ClustAnom is a scikit-learn compatible anomaly detection framework that utilizes user-defined clustering algorithms. It determines anomalies based on the distance of data points from their assigned cluster centers. This flexible approach allows integration with various clustering methods to detect outliers effectively.

## 🔍 Features

- Supports user-defined clustering models.
- Measures anomaly scores based on distance from cluster centroids.
- Fully compatible with scikit-learn pipelines.
- Easy integration with existing machine learning workflows.

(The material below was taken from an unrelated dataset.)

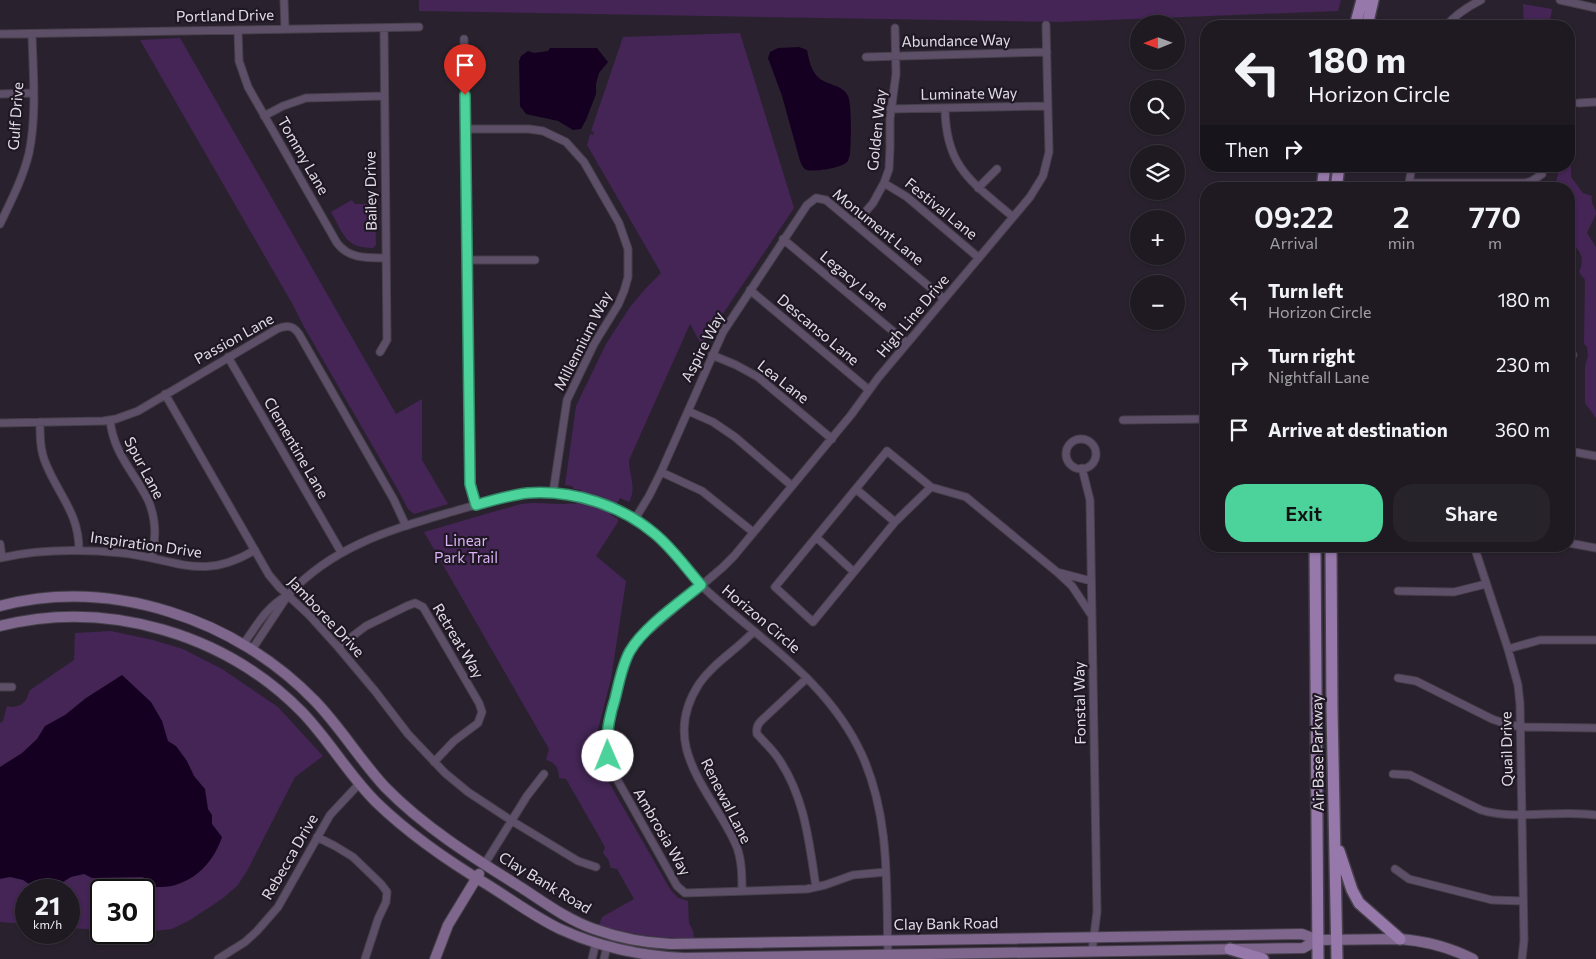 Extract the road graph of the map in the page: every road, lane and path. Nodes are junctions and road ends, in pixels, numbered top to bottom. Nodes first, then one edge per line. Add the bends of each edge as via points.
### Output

## 🚀 Supported Clustering Algorithms
ClustAnom supports clustering models that implement `fit`, `predict` or `fit_predict` methods:

- `AffinityPropagation`
- `AgglomerativeClustering`
- `Birch`
- `DBSCAN`
- `KMeans`
- `MiniBatchKMeans`
- `MeanShift`
- `OPTICS`
- `SpectralClustering`
- `GaussianMixture`
- `BayesianGaussianMixture`

### ❌ Unsupported Clustering Algorithms
Explicitly unsupported clustering algorithms include, but are not limited to:

- `FeatureAgglomeration`
- `SpectralBiclustering`
- `SpectralCoclustering`

### ⚠️ Warnings
Clusterers which return anomaly labels (e.g. `DBSCAN`) will cause a discrepancy between `fit` and `score_samples` where in `score_samples` the anomaly score for already anomalous samples will be `np.inf` or `self.scaler_.data_max_` based on `self.scale_scores`. Additionally, clusterers with no `predict` require double fitting in both `fit` and `score_samples` or `predict` which may cause additional discrepancies.

## 📦 Installation
You can install ClustAnom via PyPI:

```bash
pip install clustanom
```

## 🛠️ Usage Example

```python
from clustanom.detector import ClusterAnomalyDetector
from sklearn.cluster import KMeans
from sklearn.datasets import make_blobs

# Sample data
X, _ = make_blobs(n_samples=1000, centers=3, random_state=42)

# Define clusterer
clusterer = KMeans(n_clusters=3, random_state=42)

# Initialize cluster anomaly detector
anomaly_detector = ClusterAnomalyDetector(clusterer)

# Fit, predict and score
anomaly_detector.fit(X)
predictions = anomaly_detector.predict(X)
anomaly_scores = anomaly_detector.score_samples(X)
print("Anomaly Scores:", anomaly_scores)
```

## ⚙️ Parameters 

- **`clusterer`**: Any scikit-learn compatible clustering model (e.g., KMeans, Birch, Gaussian Mixture Model).
- **`contamination`**: The proportion of anomalies in the dataset, which determines the threshold for anomaly classification.
- **`scale_scores`**: Whether to scale the distances using MinMax scaling for better interpretability (limits anomaly scores to `[0, 1]`).


## ⚙️ Methods

- **`fit(X)`**: Fits the clustering model and computes the anomaly detection threshold.
- **`score_samples(X)`**: Computes anomaly scores for each sample based on its distance to the nearest cluster centroid.
- **`predict(X)`**: Predicts whether each sample is an anomaly (`-1`) or normal (`1`) in accordance with scikit-learn conventions.

## 📜 License

This project is licensed under the MIT License.